Solche Szenen sind Handwerk, sie sind auch Kunst, aber eines sind sie ganz bestimmt nicht: banales Kino, nur weil man drüber lachen kann. Es sind geniale Choreographien des Chaos und des Scheiterns, ingeniös ausgearbeitet und furios inszeniert. Sellers dekonstruiert alles, was mit cineastischem Heldentum zu tun hat, vor allem in der Burgszene. Als Kind dachten man, es sei einfach, sich wie Tarzan mit Lianen durch die Fauna zu schwingen, wie Robin Hood über einen Bach in die Burg von König Richard zu stürmen oder wie Sherlock Holmes seine Zuhörer mit den schärfsten Scharfsinn zu verblüffen. Sellers zeigt uns: Das Seil kann zu kurz sein, der Bach zu tief, die Zuhörer gescheiter als man selbst. Und Clouseaus nicht mehr zu glaubende, comichafte Schusseligkeit, der auch gerissenste Killer nicht gewachsen sind, wirkt auch nicht heldenhaft. Aber das wäre auch nicht Sinn der Sache.

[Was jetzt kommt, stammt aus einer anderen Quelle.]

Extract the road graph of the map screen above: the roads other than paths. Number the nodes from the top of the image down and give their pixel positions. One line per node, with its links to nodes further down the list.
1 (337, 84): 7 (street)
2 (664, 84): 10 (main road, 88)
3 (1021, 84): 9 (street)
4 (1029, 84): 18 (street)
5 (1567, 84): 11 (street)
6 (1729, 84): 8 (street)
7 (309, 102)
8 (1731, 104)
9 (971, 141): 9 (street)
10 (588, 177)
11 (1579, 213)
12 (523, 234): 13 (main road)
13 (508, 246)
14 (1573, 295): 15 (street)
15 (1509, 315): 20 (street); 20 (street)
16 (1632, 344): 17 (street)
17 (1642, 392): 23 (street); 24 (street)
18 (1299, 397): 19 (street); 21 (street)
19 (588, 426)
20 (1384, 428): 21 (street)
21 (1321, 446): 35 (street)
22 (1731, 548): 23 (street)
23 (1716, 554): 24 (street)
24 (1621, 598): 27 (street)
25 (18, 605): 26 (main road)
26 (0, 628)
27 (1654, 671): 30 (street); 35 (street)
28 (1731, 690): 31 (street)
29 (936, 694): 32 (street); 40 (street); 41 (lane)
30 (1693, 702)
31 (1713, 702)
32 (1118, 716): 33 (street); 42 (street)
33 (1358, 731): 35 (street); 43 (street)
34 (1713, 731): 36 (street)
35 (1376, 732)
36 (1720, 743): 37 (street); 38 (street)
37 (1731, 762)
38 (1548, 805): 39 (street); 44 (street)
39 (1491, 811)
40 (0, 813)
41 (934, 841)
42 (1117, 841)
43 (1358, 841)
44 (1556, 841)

Der Auftritt von Omar Sharif als ägyptischer Auftragskiller ist kein bisschen komisch. Aber da er nicht in den Credits aufgeführt wird, war es wohl eher ein kleines Scherzchen. Lesley-Anne Down als russische Agentin Olga ist hingegen nur logisch. Keine Agentenfilmparodie kommt ohne schöne, gefährliche Frauen aus.

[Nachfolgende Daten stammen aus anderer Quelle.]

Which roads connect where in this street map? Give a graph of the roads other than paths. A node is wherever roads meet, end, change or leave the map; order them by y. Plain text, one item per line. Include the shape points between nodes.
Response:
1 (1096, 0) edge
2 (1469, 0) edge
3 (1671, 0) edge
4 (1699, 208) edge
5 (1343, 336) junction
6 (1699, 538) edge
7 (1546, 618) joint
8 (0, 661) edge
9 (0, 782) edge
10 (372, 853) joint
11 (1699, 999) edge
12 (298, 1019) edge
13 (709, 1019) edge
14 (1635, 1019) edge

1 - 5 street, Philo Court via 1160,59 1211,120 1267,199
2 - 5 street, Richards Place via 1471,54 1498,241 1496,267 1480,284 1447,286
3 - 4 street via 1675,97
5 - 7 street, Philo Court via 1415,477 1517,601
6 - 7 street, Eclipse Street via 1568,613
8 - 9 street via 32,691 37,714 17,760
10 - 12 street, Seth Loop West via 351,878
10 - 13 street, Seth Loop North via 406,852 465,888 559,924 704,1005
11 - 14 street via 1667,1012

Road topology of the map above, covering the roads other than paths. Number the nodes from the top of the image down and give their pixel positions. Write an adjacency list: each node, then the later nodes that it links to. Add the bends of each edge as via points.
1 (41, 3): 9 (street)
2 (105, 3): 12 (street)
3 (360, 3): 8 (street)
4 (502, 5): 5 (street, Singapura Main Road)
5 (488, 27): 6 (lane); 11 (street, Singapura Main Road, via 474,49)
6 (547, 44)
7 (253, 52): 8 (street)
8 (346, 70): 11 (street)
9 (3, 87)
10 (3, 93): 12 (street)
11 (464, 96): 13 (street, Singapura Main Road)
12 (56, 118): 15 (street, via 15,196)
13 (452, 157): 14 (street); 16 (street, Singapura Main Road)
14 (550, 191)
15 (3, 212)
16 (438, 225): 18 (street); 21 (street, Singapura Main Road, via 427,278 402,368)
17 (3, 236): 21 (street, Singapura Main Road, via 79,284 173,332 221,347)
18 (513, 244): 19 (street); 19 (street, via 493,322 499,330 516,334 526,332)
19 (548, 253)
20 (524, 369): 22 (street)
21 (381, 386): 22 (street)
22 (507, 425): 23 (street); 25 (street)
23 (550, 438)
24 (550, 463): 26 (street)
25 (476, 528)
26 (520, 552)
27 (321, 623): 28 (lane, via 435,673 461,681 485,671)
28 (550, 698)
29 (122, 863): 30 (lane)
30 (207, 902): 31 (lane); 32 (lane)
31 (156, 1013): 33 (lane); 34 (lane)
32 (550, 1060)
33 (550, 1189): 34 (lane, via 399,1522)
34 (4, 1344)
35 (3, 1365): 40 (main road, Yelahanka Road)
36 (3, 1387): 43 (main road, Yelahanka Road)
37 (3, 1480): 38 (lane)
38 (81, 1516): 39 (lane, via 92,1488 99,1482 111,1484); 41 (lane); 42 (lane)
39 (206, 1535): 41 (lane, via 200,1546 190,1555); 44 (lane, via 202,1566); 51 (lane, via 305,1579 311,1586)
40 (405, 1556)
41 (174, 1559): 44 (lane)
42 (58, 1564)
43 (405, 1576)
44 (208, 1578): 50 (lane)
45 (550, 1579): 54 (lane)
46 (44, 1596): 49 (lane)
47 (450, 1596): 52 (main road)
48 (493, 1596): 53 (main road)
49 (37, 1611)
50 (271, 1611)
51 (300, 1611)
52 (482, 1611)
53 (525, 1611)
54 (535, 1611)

Und: zur Abwechslung ist mal der Originaltitel irreführend und schlecht überlegt. Denn um den rosaroten Panther, den Riesenklunker aus den Vorgängerfilmen, geht es nicht eine Sekunde lang. Der deutsche Titel hingegen trifft, vor allem mit den Anführungsstrichen, den Nagel auf den Kopf.

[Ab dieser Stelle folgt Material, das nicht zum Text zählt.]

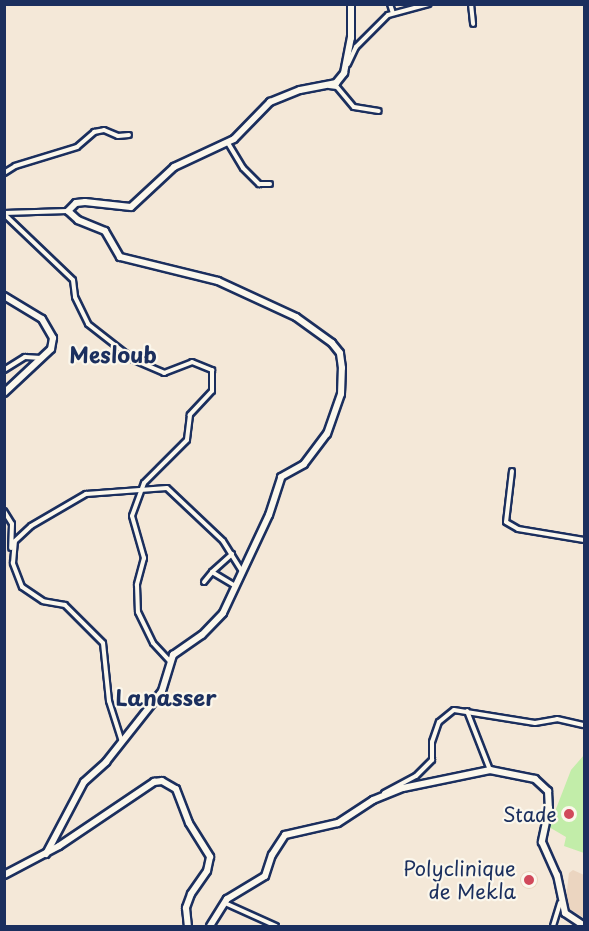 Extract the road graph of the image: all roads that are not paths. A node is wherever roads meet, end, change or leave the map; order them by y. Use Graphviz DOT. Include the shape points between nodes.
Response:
graph roads {
  1 [pos="351,4"];
  2 [pos="390,4"];
  3 [pos="429,4"];
  4 [pos="471,4"];
  5 [pos="393,13"];
  6 [pos="473,24"];
  7 [pos="344,73"];
  8 [pos="329,86"];
  9 [pos="379,111"];
  10 [pos="129,135"];
  11 [pos="228,143"];
  12 [pos="4,173"];
  13 [pos="270,184"];
  14 [pos="68,211"];
  15 [pos="4,213"];
  16 [pos="4,296"];
  17 [pos="42,358"];
  18 [pos="4,370"];
  19 [pos="4,393"];
  20 [pos="512,471"];
  21 [pos="141,490"];
  22 [pos="4,511"];
  23 [pos="585,540"];
  24 [pos="11,549"];
  25 [pos="232,554"];
  26 [pos="242,571"];
  27 [pos="212,572"];
  28 [pos="204,582"];
  29 [pos="235,586"];
  30 [pos="170,661"];
  31 [pos="467,711"];
  32 [pos="585,725"];
  33 [pos="123,742"];
  34 [pos="490,770"];
  35 [pos="374,800"];
  36 [pos="45,854"];
  37 [pos="4,875"];
  38 [pos="224,903"];
  39 [pos="560,903"];
  40 [pos="585,926"];
  41 [pos="188,927"];
  42 [pos="210,927"];
  43 [pos="276,927"];
  44 [pos="553,927"];
  1 -- 7 [label="street" via="353,24"];
  2 -- 5 [label="street"];
  3 -- 5 [label="street"];
  4 -- 6 [label="street"];
  5 -- 7 [label="street" via="356,47"];
  7 -- 8 [label="street"];
  8 -- 9 [label="street" via="337,87 354,107"];
  8 -- 11 [label="street" via="300,90 270,102"];
  10 -- 12 [label="street" via="94,132 77,147"];
  11 -- 13 [label="street" via="255,179"];
  11 -- 14 [label="street" via="174,166 131,207 85,202 76,203"];
  14 -- 15 [label="street"];
  14 -- 26 [label="street" via="78,220 105,231 120,257 235,287 296,317 340,353 341,394 334,420 304,464 281,477 269,515"];
  15 -- 21 [label="street" via="74,282 75,297 88,324 134,360 164,373 192,362 212,370 212,391 190,415 185,444"];
  16 -- 17 [label="street" via="33,311 50,329 53,345"];
  17 -- 18 [label="street" via="25,357"];
  17 -- 19 [label="street"];
  20 -- 23 [label="street" via="506,522 518,529"];
  21 -- 24 [label="street" via="79,497 20,534"];
  21 -- 25 [label="street" via="170,489"];
  21 -- 30 [label="street" via="132,523 144,558 137,585 137,606 153,644"];
  22 -- 24 [label="street" via="12,524"];
  24 -- 33 [label="street" via="21,587 43,601 65,604 103,644 109,701"];
  25 -- 26 [label="street"];
  25 -- 27 [label="street"];
  26 -- 29 [label="street"];
  27 -- 28 [label="street"];
  27 -- 29 [label="street"];
  29 -- 30 [label="street" via="216,623"];
  30 -- 33 [label="street" via="162,691"];
  31 -- 32 [label="street" via="535,723 557,719"];
  31 -- 34 [label="street"];
  31 -- 35 [label="street" via="454,710 439,722 432,742 432,760 416,776"];
  33 -- 36 [label="street" via="84,782"];
  34 -- 35 [label="street" via="403,788"];
  34 -- 39 [label="street" via="535,779 548,791 549,808 541,838 557,875"];
  35 -- 38 [label="street" via="338,823 285,835 265,876"];
  36 -- 37 [label="street"];
  36 -- 41 [label="street" via="154,782 169,783 180,796 189,823 210,857 207,871 186,908"];
  38 -- 42 [label="street"];
  38 -- 43 [label="street"];
  39 -- 40 [label="street" via="565,913"];
  39 -- 44 [label="street"];
}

Peter Sellers, das weiß man mittlerweile, war ein äußerst schwieriger Mensch. Exzentrisch, getrieben, nicht selten verletzend. Manchmal sprachen er und Edwards am Set kein Wort mehr miteinander. Vier Ehefrauen und drei Scheidungen! Legte sich an einem Set mit Orson Welles an (dem Exzentrik weiß Gott nicht fremd war). Sein größtes Drama war vielleicht, dass ihm das, was die Menschen am meisten an ihm liebten, manchmal zum Hals raushing und bis zum Schluss verfolgte - bis er 1980 starb. Der Verwandlungskünstler sagte einmal, seine wahre Persönlichkeit, sein eigentliches Ich, hätte man ihm operativ entfernt. Und zu seiner berühmtesten Rolle entwickelte er erst recht eine Hassliebe, weil sie ihn auf das Fach des Holzhammerkomikers festzunageln schien – und ihn doch am besten ernährte. Besser dotierte Rollenangebote bekam er nie.
Fünf mal zog sich Peter Sellers Trenchcoat, Schlapphut und Schnurrbart an. Alle Lachmuskeln dieser Welt sagen dafür danke. Immer wieder.